Analysis of Complex Biological Samples using Liquid Chromatography-Fourier Transform Ion Cyclotron Resonance Mass Spectrometry

Detta är en avhandling från Uppsala : Acta Universitatis Upsaliensis

Sammanfattning: Studies of protein and peptide expression are vital in order to understand complex biological systems. As demonstrated in this thesis, on-line packed capillary liquid chromatography-Fourier transform ion cyclotron resonance mass spectrometry (LC-FTICR MS) is a useful analytical tool for such studies.A proteomics method, based on global tryptic digestion and subsequent separation and detection of the peptides by LC-FTICR MS, was developed for qualitative analysis of body fluids. Initial experiments on cerebrospinal fluid (CSF) provided results that were comparable or superior to those achieved by more time- and sample-consuming techniques. The method was also successfully applied on plasma and amniotic fluid.
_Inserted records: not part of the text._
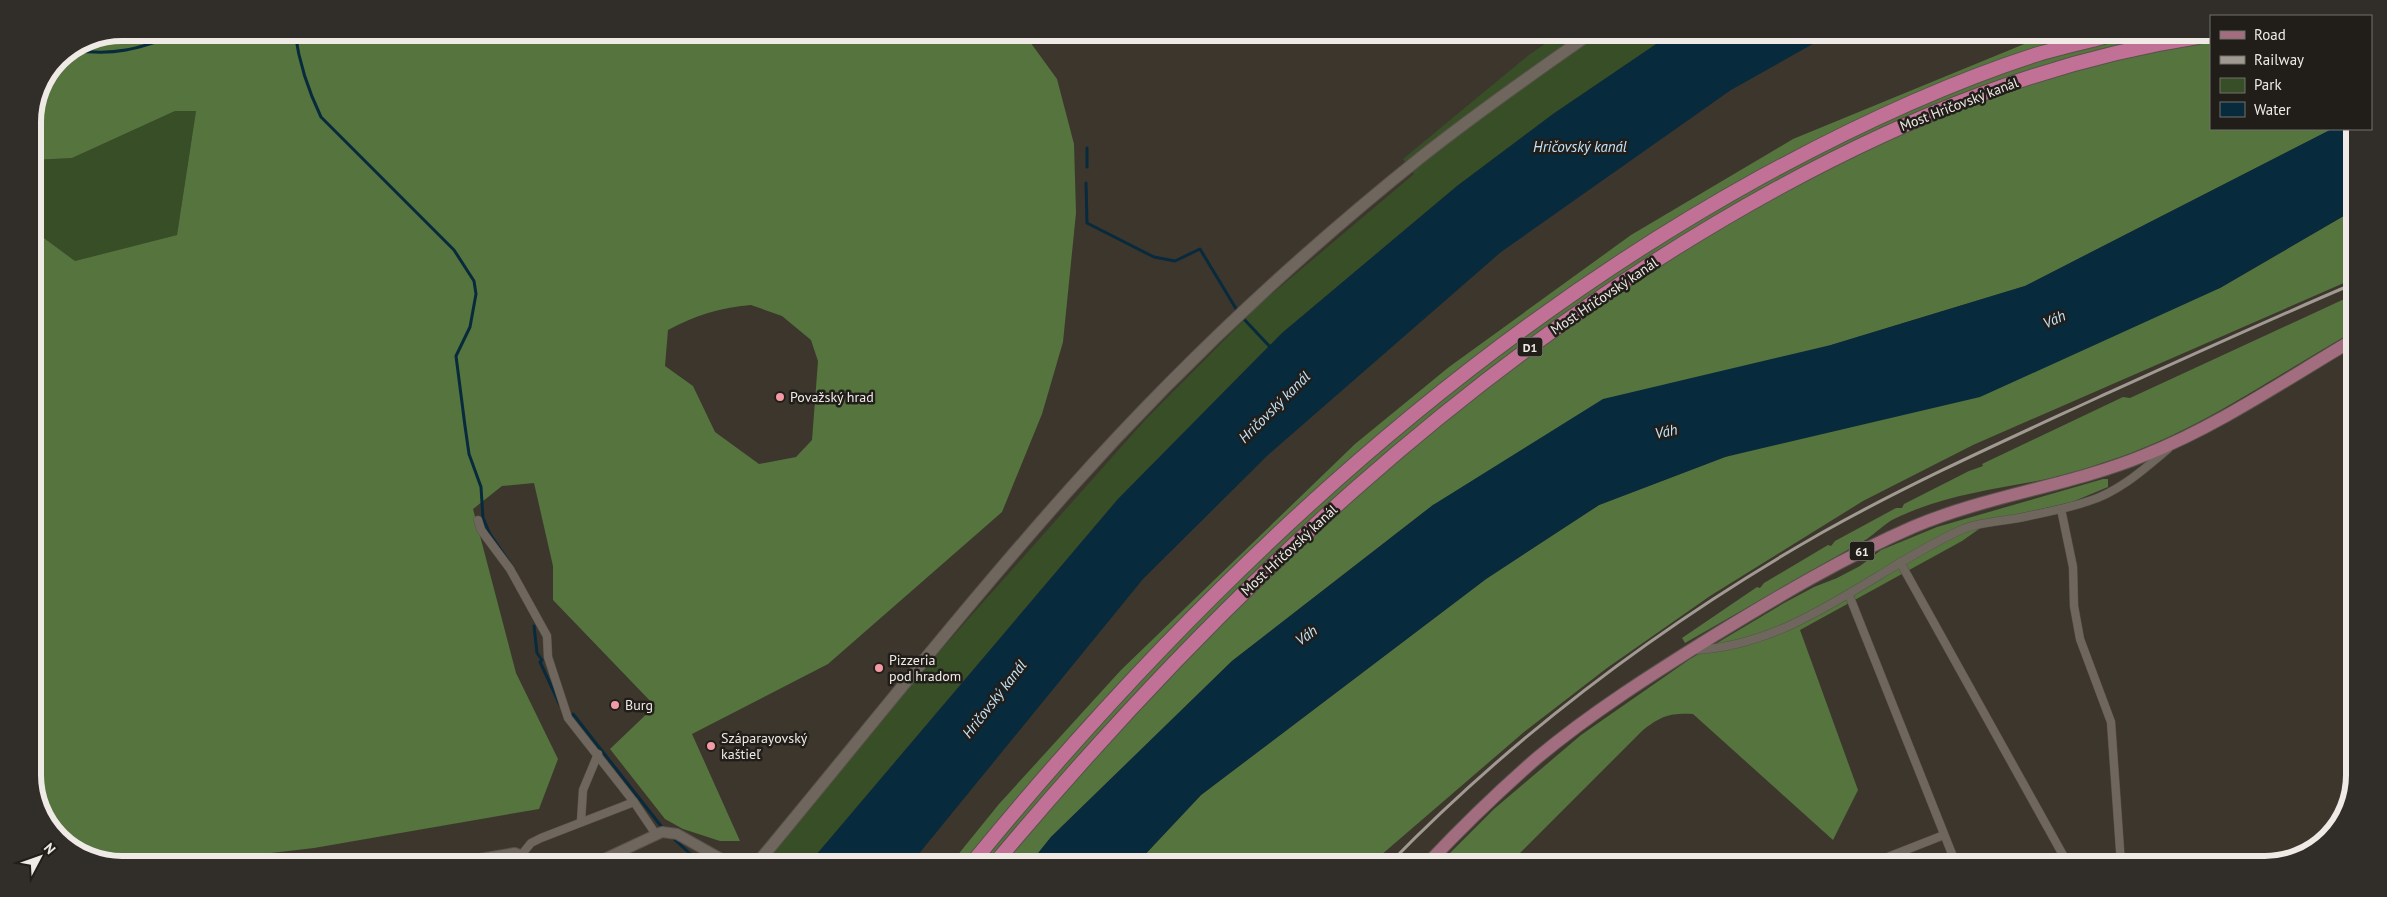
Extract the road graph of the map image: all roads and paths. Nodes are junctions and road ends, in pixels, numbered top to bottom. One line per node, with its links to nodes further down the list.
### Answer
1 (1580, 41): 21 (main road)
2 (2089, 41): 22 (highway, Most Hričovský kanál / D1)
3 (2177, 41): 23 (highway, Most Hričovský kanál / D1)
4 (2346, 344): 5 (main road, 61)
5 (2178, 441): 6 (street); 10 (main road, 61)
6 (2061, 509): 8 (street); 28 (street)
7 (478, 520): 11 (street)
8 (1900, 562): 9 (street); 27 (street)
9 (1849, 595): 10 (street); 15 (street)
10 (1691, 650): 24 (main road, 61)
11 (597, 758): 12 (street); 13 (street)
12 (634, 802): 13 (street); 14 (street)
13 (581, 821): 16 (street)
14 (655, 833): 19 (street); 20 (street)
15 (1944, 835): 25 (street); 26 (street)
16 (522, 854): 17 (street); 18 (street)
17 (493, 856)
18 (525, 856)
19 (610, 856)
20 (716, 856)
21 (763, 856)
22 (978, 856)
23 (1001, 856)
24 (1435, 856)
25 (1890, 856)
26 (1953, 856)
27 (2064, 856)
28 (2120, 856)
One of the major challenges in proteomics is the broad dynamic range of proteins in biological matrices. The advantages of removing high-abundant components from CSF and plasma prior to MS were demonstrated.In order to search for potential biomarkers, mass chromatograms of CSF from patients suffering from amyotrophic lateral sclerosis (ALS) and controls were compared using an in-house constructed pattern recognition program. ALS-specific patterns were observed, and four out of five unknown samples were correctly assigned. Alternative strategies to quantitatively compare two pools of samples rely on differential chemical labeling. The performance of one such method, quantification-using-enhanced-signal-tags, was investigated in complex sample analysis. The experimental intensity ratios were proven to be consistent with the prepared concentration ratios of abundant proteins in CSF.Finally, the thesis reports on the first experiments where electron capture dissociation (ECD) was successfully incorporated in on-line LC-MS experiments. ECD and nozzle-skimmer fragmentation were applied to a sample of endocrine peptides extracted from mouse pancreatic islets. The two fragmentation methods provided complementary information. However, the method needs further optimization before it can be applied in the analysis of more complex samples, such as body fluids.